CHAPTER ELEVEN
Knox
There are worse placesto face your demons than a private chalet perched on a mountainside.
I stand waist deep in an icy plunge pool, the kind of cold that bites through skin and memory. Steam curls off me like smoke as the sun claws its way over the Rockies. I focus on my breathing.
Slow. Steady. Pranayama.
“Discomfort isn’t danger,” I mutter. I don’t know if Robbins said it or Wim Hof, but either way, it sounds dumb when my balls are threatening to relocate to my lungs.
Sixty seconds.
Done.
I haul myself out, water streaming off my chest, and grab the towel waiting on the stone ledge. My muscles scream in protest, but that’s the point. The pain makes me sharp.
Focused. Alive.
Inside, the chalet is warm, all clean lines and rich wood, glass walls that make the outside seem like it’s pressing in. It's quiet. Safe. My kind of fortress.

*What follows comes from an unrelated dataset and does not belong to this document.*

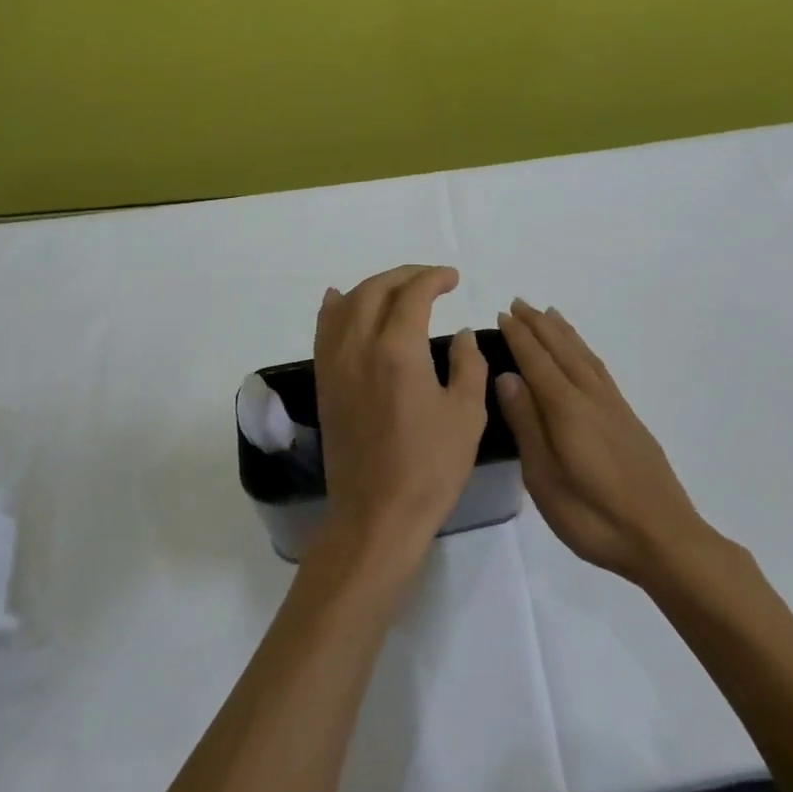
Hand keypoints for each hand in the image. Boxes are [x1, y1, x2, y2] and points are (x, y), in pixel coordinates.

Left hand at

By five, I’ve downed my morning matcha smoothie, kale, chia, collagen, and whatever other green shit Nova preps forme, and then I’m deep into my strength circuit in the gym downstairs. The weights are cold, heavy, familiar. No surprises here.
I’ve got a full setup at home, but sometimes I train at the Iron Core Gym in town, mostly when Alan is training. Ex-Marine, keeps his head down, doesn’t ask questions. I like that. We don’t talk. We just lift. Bro therapy without the awkward emotions.
I rack the bar and check the time.
Still too early to deal with what I really don’t want to think about.
Josie.
Last night wasn’t just business. No matter how hard I try to spin it.
I told her it had to stay professional. That I was her boss. That we couldn’t let it happen again.
But then I went and made it happen again myself.
And now I don’t know what to do about it. This is too messy. Too unprofessional. But I can’t stay away.
Because the truth is, I already think about her too much.
And that’s the problem.
I’ve been sober for two years. Built this new life with discipline and ritual because without it, I would fall apart. The old me? He partied hard, loved recklessly, and left destruction in his wake. That guy doesn’t get to come back.
Now I do the work. I meditate. I journal. I listen to mindset podcasts and read stoicism before bed. I do yoga. I take cold plunges for clarity, and meal prep like it’s a religion.
I’m practically a monk.
A really grumpy, jaded, heavily tattooed monk who still swears too much and hates being vulnerable.
The irony isn’t lost on me. Somewhere between Tony Robbins and a thousand therapy sessions, I turned into the kindof guy who preaches about purpose and still grumbles his way through gratitude.
But none of that changes the way I felt last night.
None of that makes Josie less of a problem.
And right now? I don’t need another problem.